Evidence of Jensen’s pride in her students and devotion to their success extends to her curriculum vitae, which lists her former summer interns and trainees and where they are now — professors, medical residents, graduate and undergraduate schools, and more.

For Jensen, the path to tenured researcher is one she never imagined for herself. She was the first in her family to go to college and did not have mentors. “We didn’t know about this world,” she said.

Her love of science led her to volunteer in labs — on top of school and full-time work. “I did it not for a career, but because it was fun,” she said. Then came the day a neuroscientist in a lab she was working in told her, “You need to apply to graduate school.”

Redefining neuron characteristics

Today, Jensen is the author of groundbreaking studies showing that noradrenergic neurons are not homogenous, as previously thought. In a paper published in 2013, she classified noradrenergic neurons based on differences in their gene expression. The advance is significant enough to be included on the NIH Accomplishments site.

“Conducting groundbreaking research isn’t always easy,” Jensen said. During her first lab review, one scientist on the panel insisted that noradrenergic neurons were all homogeneous. Her papers later proved that reviewer wrong.

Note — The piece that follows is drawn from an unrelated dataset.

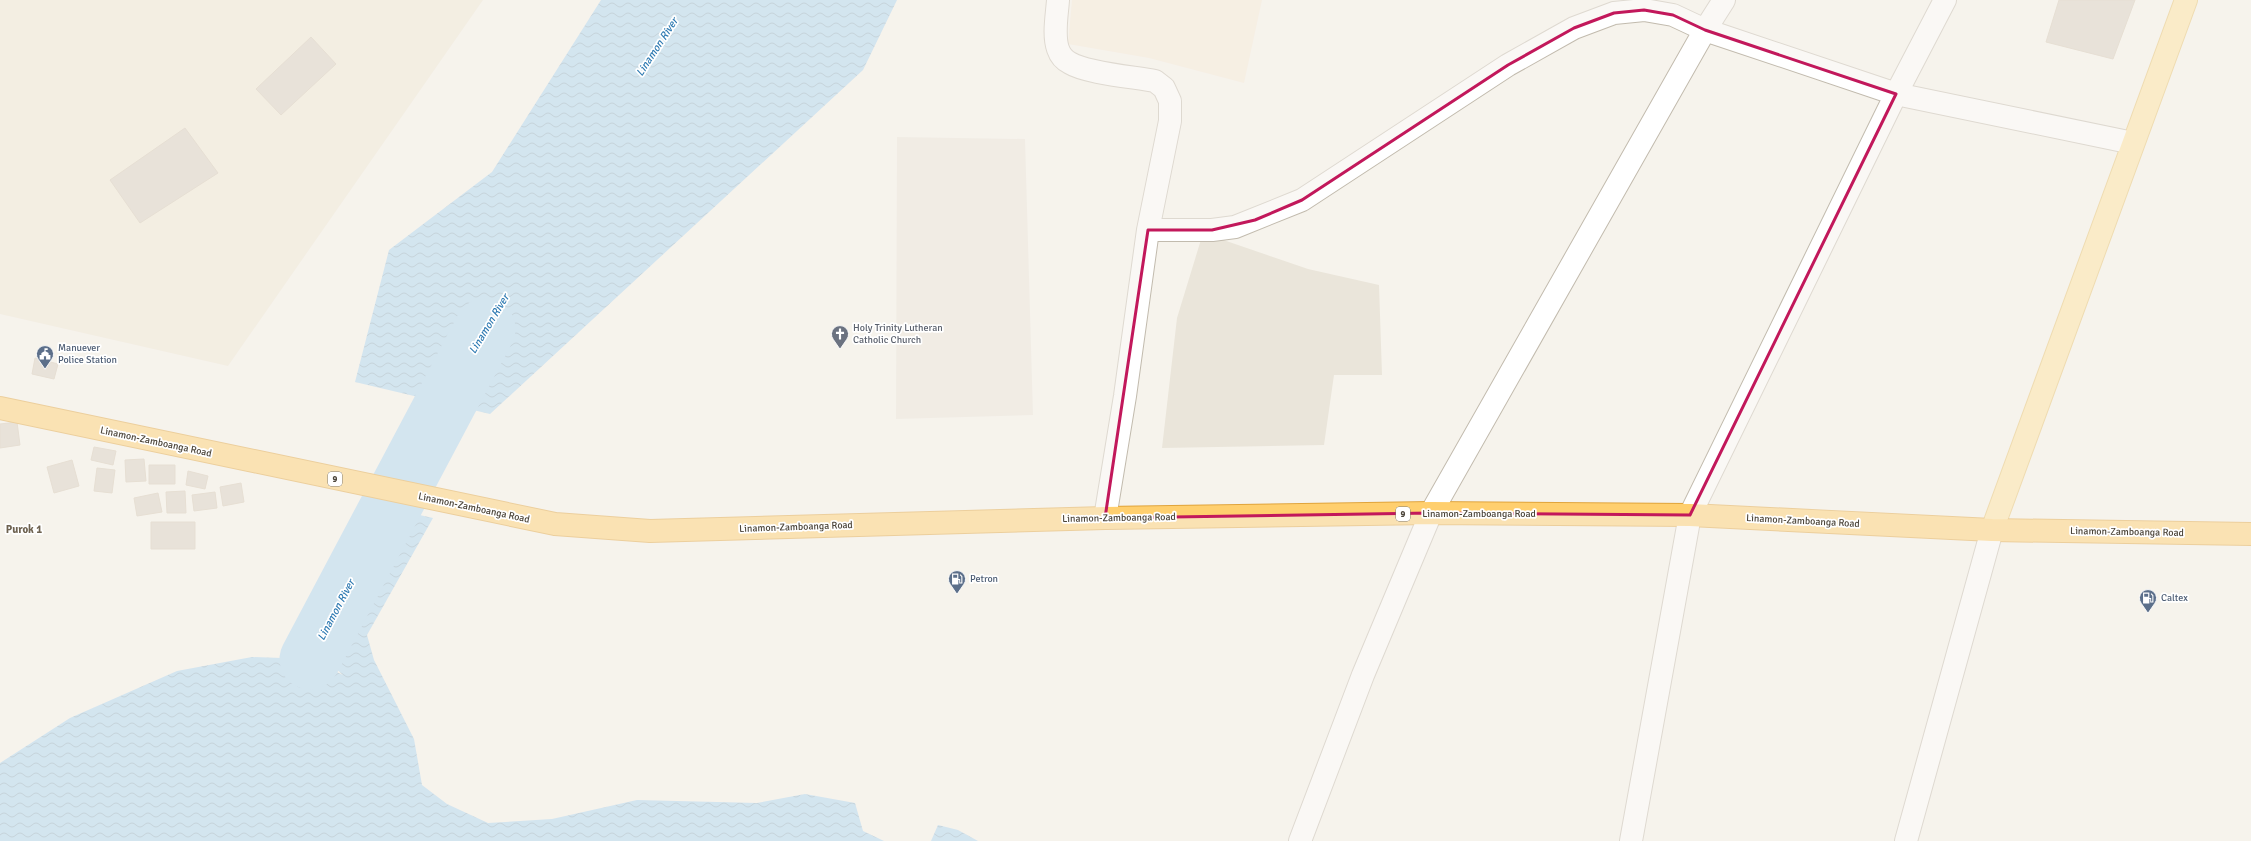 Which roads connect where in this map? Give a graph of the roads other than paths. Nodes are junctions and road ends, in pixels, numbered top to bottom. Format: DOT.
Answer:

Or take another recent finding, which demonstrated that one neuron subpopulation promotes a better coping response to stress and decreases anxiety-like behavior when activated in mice. This result contrasts with the general belief that noradrenergic signaling promotes the stress response.

Now, variation among noradrenergic neurons is an accepted fact of neurobiology. In August, Jensen and Sciolino returned from a Gordon Conference on the topic, where both were invited to speak.

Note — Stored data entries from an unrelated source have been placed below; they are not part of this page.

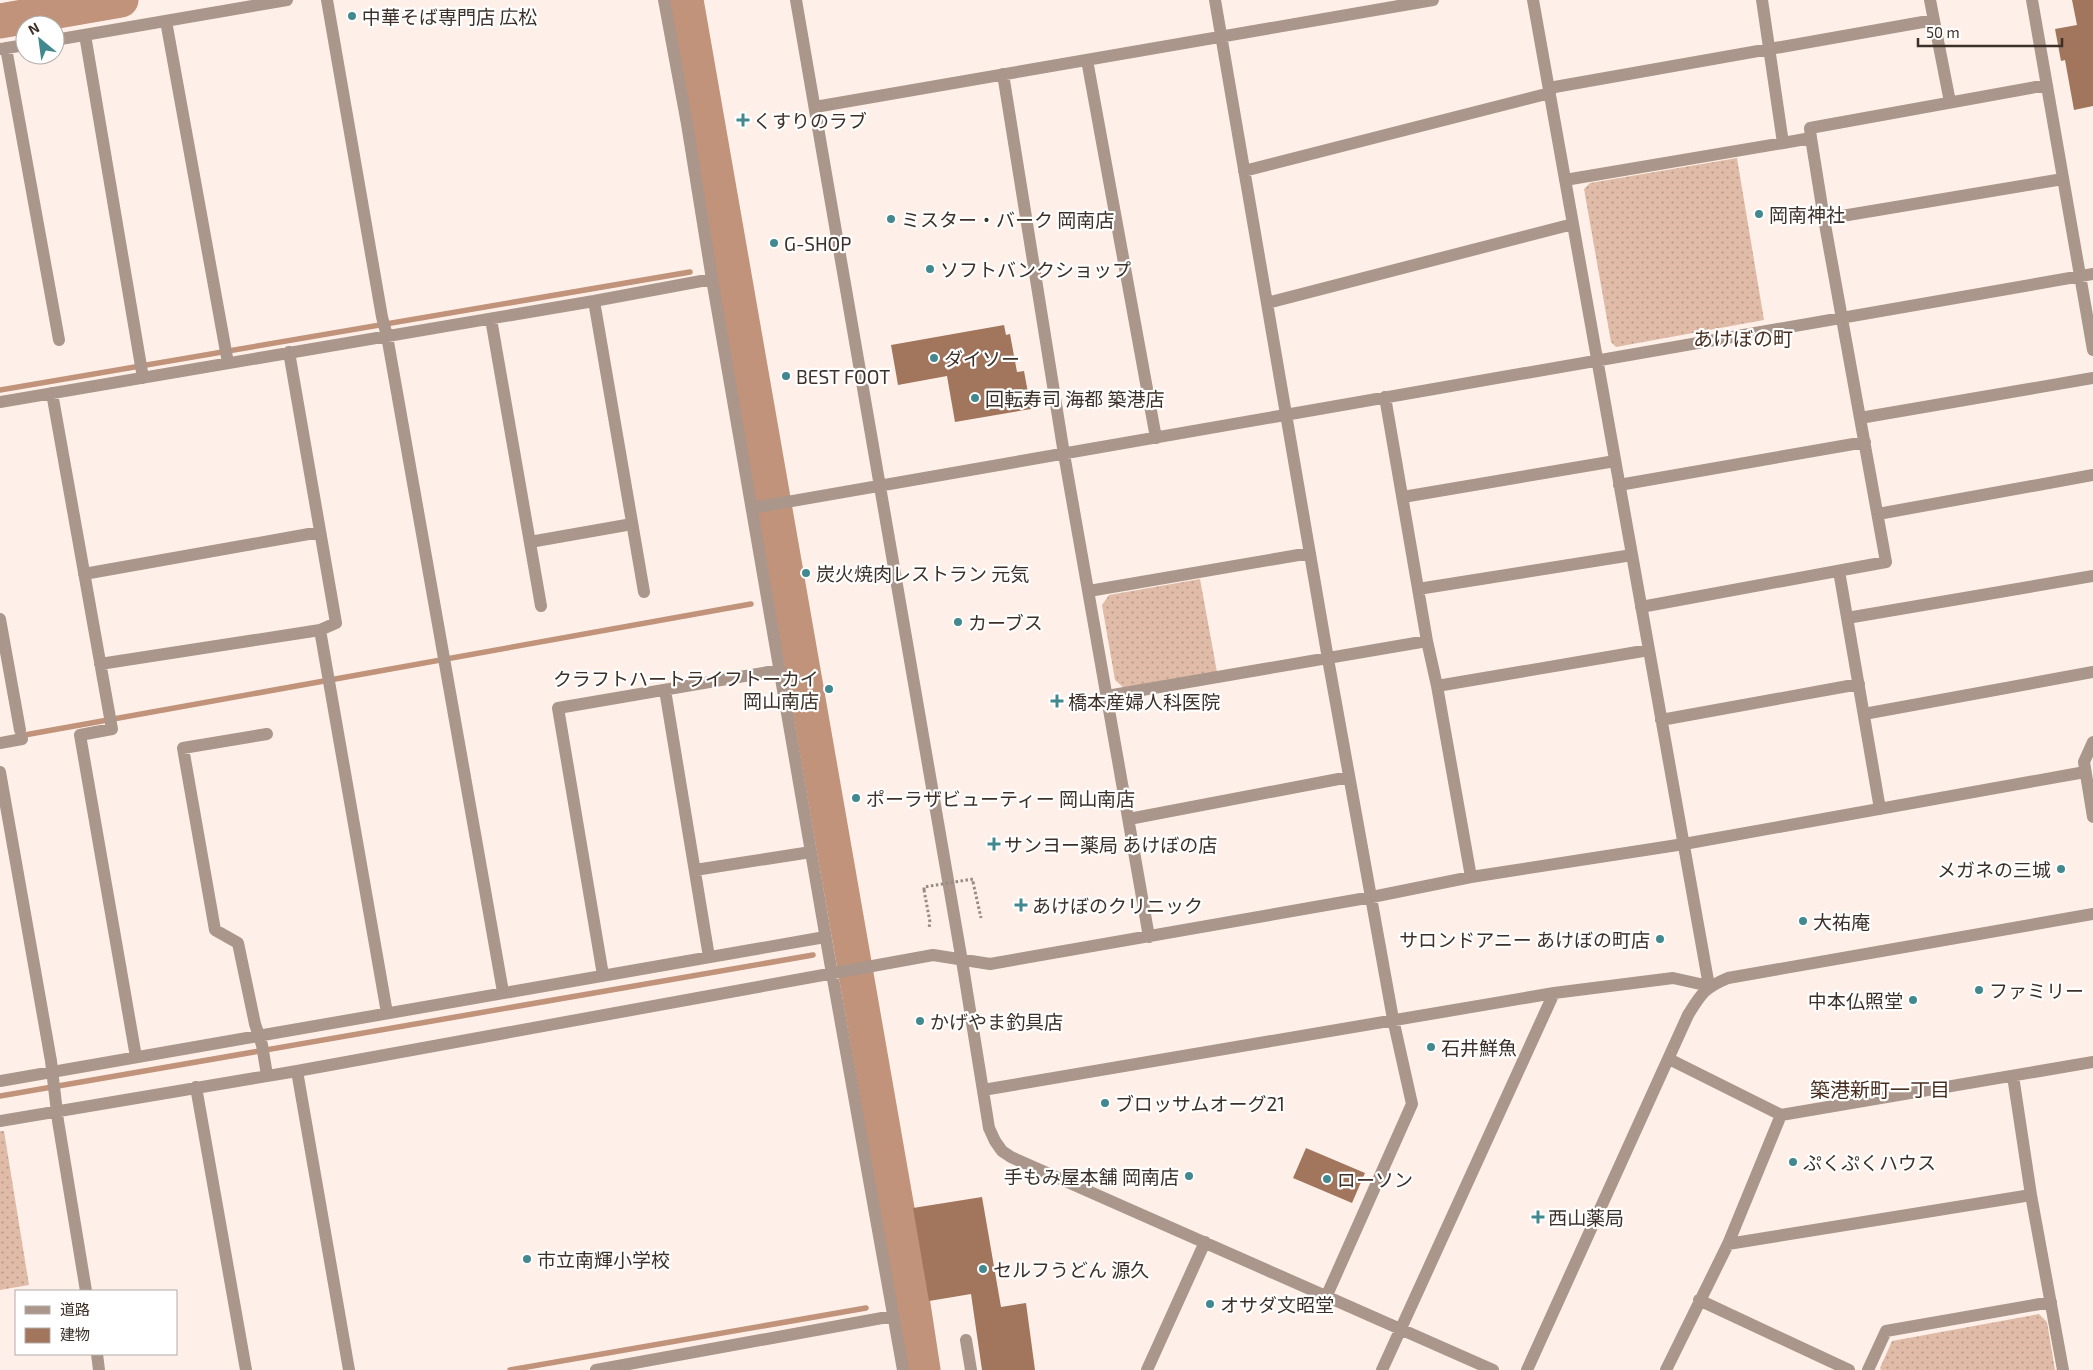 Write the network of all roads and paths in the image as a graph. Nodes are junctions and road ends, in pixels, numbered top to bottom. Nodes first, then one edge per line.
1 (286, 0) edge
2 (327, 0) edge
3 (664, 0) edge
4 (796, 0) edge
5 (1214, 0) edge
6 (1433, 0) edge
7 (1533, 0) edge
8 (1762, 0) edge
9 (1930, 0) edge
10 (2032, 0) edge
11 (244, 4) edge
12 (1934, 20) junction
13 (166, 21) junction
14 (85, 35) junction
15 (1220, 36) junction
16 (65, 38) edge
17 (1769, 48) junction
18 (3, 49) edge
19 (1087, 60) junction
20 (1003, 74) junction
21 (2047, 84) junction
22 (1549, 90) junction
23 (1950, 102) junction
24 (815, 107) junction
25 (1811, 138) junction
26 (1783, 143) junction
27 (1244, 171) junction
28 (2063, 179) junction
29 (1565, 180) junction
30 (1824, 219) junction
31 (1573, 224) junction
32 (2093, 274) edge
33 (2079, 276) junction
34 (712, 279) junction
35 (594, 301) junction
36 (1267, 303) junction
37 (1842, 317) junction
38 (491, 318) junction
39 (385, 327) junction
40 (58, 340) dead end
41 (2093, 350) edge
42 (289, 352) junction
43 (228, 360) junction
44 (1597, 360) junction
45 (141, 370) junction
46 (2093, 378) edge
47 (52, 393) junction
48 (1385, 397) junction
49 (0, 402) edge
50 (1286, 414) junction
51 (1860, 418) junction
52 (1156, 438) junction
53 (1865, 442) junction
54 (1064, 454) junction
55 (1615, 461) junction
56 (2093, 475) edge
57 (1619, 484) junction
58 (879, 485) junction
59 (1402, 497) junction
60 (752, 508) junction
61 (1878, 514) junction
62 (632, 524) junction
63 (320, 532) junction
64 (530, 542) junction
65 (1310, 553) junction
66 (1632, 555) junction
67 (1839, 571) junction
68 (84, 574) junction
69 (2093, 576) edge
70 (1418, 589) junction
71 (1089, 591) junction
72 (644, 592) dead end
73 (541, 606) dead end
74 (1641, 607) junction
75 (0, 618) edge
76 (1847, 618) junction
77 (320, 630) junction
78 (1427, 641) junction
79 (1649, 650) junction
80 (1328, 659) junction
81 (100, 664) junction
82 (780, 670) junction
83 (2093, 672) edge
84 (1859, 684) junction
85 (1437, 686) junction
86 (665, 690) junction
87 (1107, 696) junction
88 (1864, 714) junction
89 (1661, 720) junction
90 (267, 734) dead end
91 (2093, 742) edge
92 (0, 743) edge
93 (0, 772) edge
94 (2085, 772) junction
95 (1349, 777) junction
96 (1880, 809) junction
97 (2093, 817) edge
98 (1129, 819) junction
99 (1684, 844) junction
100 (811, 852) junction
101 (695, 870) junction
102 (1471, 877) junction
103 (1372, 897) junction
104 (2093, 914) edge
105 (982, 918) dead end
106 (929, 928) dead end
107 (1149, 936) junction
108 (826, 937) junction
109 (710, 957) junction
110 (962, 961) junction
111 (838, 972) junction
112 (603, 975) junction
113 (1709, 986) junction
114 (503, 992) junction
115 (1554, 993) junction
116 (387, 1013) junction
117 (1393, 1019) junction
118 (262, 1046) junction
119 (136, 1058) junction
120 (1669, 1060) junction
121 (2093, 1062) edge
122 (297, 1071) junction
123 (267, 1075) junction
124 (2013, 1076) junction
125 (0, 1082) edge
126 (54, 1083) junction
127 (196, 1086) junction
128 (983, 1090) junction
129 (57, 1111) junction
130 (1781, 1115) junction
131 (0, 1121) edge
132 (2032, 1196) junction
133 (1205, 1242) junction
134 (1728, 1244) junction
135 (86, 1290) edge
136 (1327, 1295) junction
137 (1700, 1300) junction
138 (2050, 1302) junction
139 (893, 1316) junction
140 (1402, 1329) junction
141 (966, 1340) dead end
142 (97, 1355) edge
143 (627, 1368) edge
144 (100, 1370) edge
145 (246, 1370) edge
146 (349, 1370) edge
147 (596, 1370) edge
148 (902, 1370) edge
149 (971, 1370) edge
150 (1147, 1370) edge
151 (1382, 1370) edge
152 (1493, 1370) edge
153 (1526, 1370) edge
154 (1666, 1370) edge
155 (1849, 1370) edge
156 (1868, 1370) edge
157 (2063, 1370) edge

1 - 11 street
2 - 39 street
3 - 34 street
4 - 24 street
5 - 15 street
6 - 15 street
7 - 22 street
8 - 17 street
9 - 12 street
10 - 21 street
11 - 13 street
12 - 17 street
12 - 23 street
13 - 14 street
13 - 43 street
14 - 16 street
14 - 45 street
15 - 19 street
15 - 27 street
17 - 22 street
17 - 26 street
18 - 40 street
19 - 20 street
19 - 52 street
20 - 24 street
20 - 54 street
21 - 23 street
21 - 28 street
22 - 27 street
22 - 29 street
23 - 25 street
24 - 58 street
25 - 26 street
25 - 30 street
26 - 29 street
27 - 36 street
28 - 30 street
28 - 33 street
29 - 31 street
30 - 37 street
31 - 36 street
31 - 44 street
32 - 33 street
33 - 37 street
33 - 41 street
34 - 35 street
34 - 60 street
35 - 38 street
35 - 62 street
36 - 50 street
37 - 44 street
37 - 51 street
38 - 39 street
38 - 64 street
39 - 42 street
39 - 114 street
42 - 43 street
42 - 63 street
43 - 45 street
44 - 48 street
44 - 55 street
45 - 47 street
46 - 51 street
47 - 49 street
47 - 68 street
48 - 50 street
48 - 59 street
50 - 52 street
50 - 65 street
51 - 53 street
52 - 54 street
53 - 57 street
53 - 61 street
54 - 58 street
54 - 71 street
55 - 57 street
55 - 59 street
56 - 61 street
57 - 66 street
58 - 60 street
58 - 110 street
59 - 70 street
60 - 82 street
61 - 67 street
62 - 64 street
62 - 72 street
63 - 68 street
63 - 77 street
64 - 73 street
65 - 71 street
65 - 80 street
66 - 70 street
66 - 74 street
67 - 74 street
67 - 76 street
68 - 81 street
69 - 76 street
70 - 78 street
71 - 87 street
74 - 79 street
75 - 92 street
76 - 84 street
77 - 81 street
77 - 116 street
78 - 80 street
78 - 85 street
79 - 85 street
79 - 89 street
80 - 87 street
80 - 95 street
81 - 119 street
82 - 86 street
82 - 100 street
83 - 88 street
84 - 88 street
84 - 89 street
85 - 102 street
86 - 101 street
86 - 112 street
87 - 98 street
88 - 96 street
89 - 99 street
90 - 118 street
91 - 94 street
93 - 126 street
94 - 96 street
94 - 97 street
95 - 98 street
95 - 103 street
96 - 99 street
98 - 107 street
99 - 102 street
99 - 113 street
100 - 101 street
100 - 108 street
101 - 109 street
102 - 103 street
103 - 107 street
103 - 117 street
104 - 113 street
105 - 106 path, bridge
107 - 110 street
108 - 109 street
108 - 111 street
109 - 112 street
110 - 111 street
110 - 128 street
111 - 122 street
111 - 139 street
112 - 114 street
113 - 115 street
113 - 120 street
114 - 116 street
115 - 117 street
115 - 140 street
116 - 118 street
117 - 128 street
117 - 136 street
118 - 119 street
118 - 123 street
119 - 126 street
120 - 130 street
120 - 153 street
121 - 124 street
122 - 123 street
122 - 146 street
123 - 127 street
124 - 130 street
124 - 132 street
125 - 126 street
126 - 129 street
127 - 129 street
127 - 145 street
128 - 133 street
129 - 131 street
129 - 135 street
130 - 134 street
132 - 134 street
132 - 138 street
133 - 136 street
133 - 150 street
134 - 137 street
136 - 140 street
137 - 154 street
137 - 155 street
138 - 156 street
138 - 157 street
139 - 143 street
139 - 148 street
140 - 151 street
140 - 152 street
141 - 149 street
142 - 144 street
143 - 147 street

“Other speakers at the conference were using the mouse models we developed,” Jensen noted. Her models allow genetic manipulation of noradrenergic subpopulations. They are helping to explain why studies have shown inconsistencies in neurons’ response to norepinephrine.

“You can’t look at these neurons as single population,” she said. “They don’t all do the same thing.”

Robertson SD, Plummer NW, de Marchena J, Jensen P. 2013. Developmental origins of central norepinephrine neuron diversity. Nat Neurosci 16(8):1016–1023.

Sciolino NR, Plummer NW, Chen YW, Alexander GM, Robertson SD, Dudek SM, McElligott ZA, Jensen P. 2016. Recombinase-dependent mouse lines for chemogenetic activation of genetically defined cell types. Cell Rep 15(11):2563−2573.

Chen YW, Das M, Oyarzabal EA, Cheng Q, Plummer NW, Smith KG, Jones GK, Malawsky D, Yakel JL, Shih YI, Jensen P. 2018. Genetic identification of a population of noradrenergic neurons implicated in attenuation of stress-related responses. Mol Psychiatry 24(5):710–725.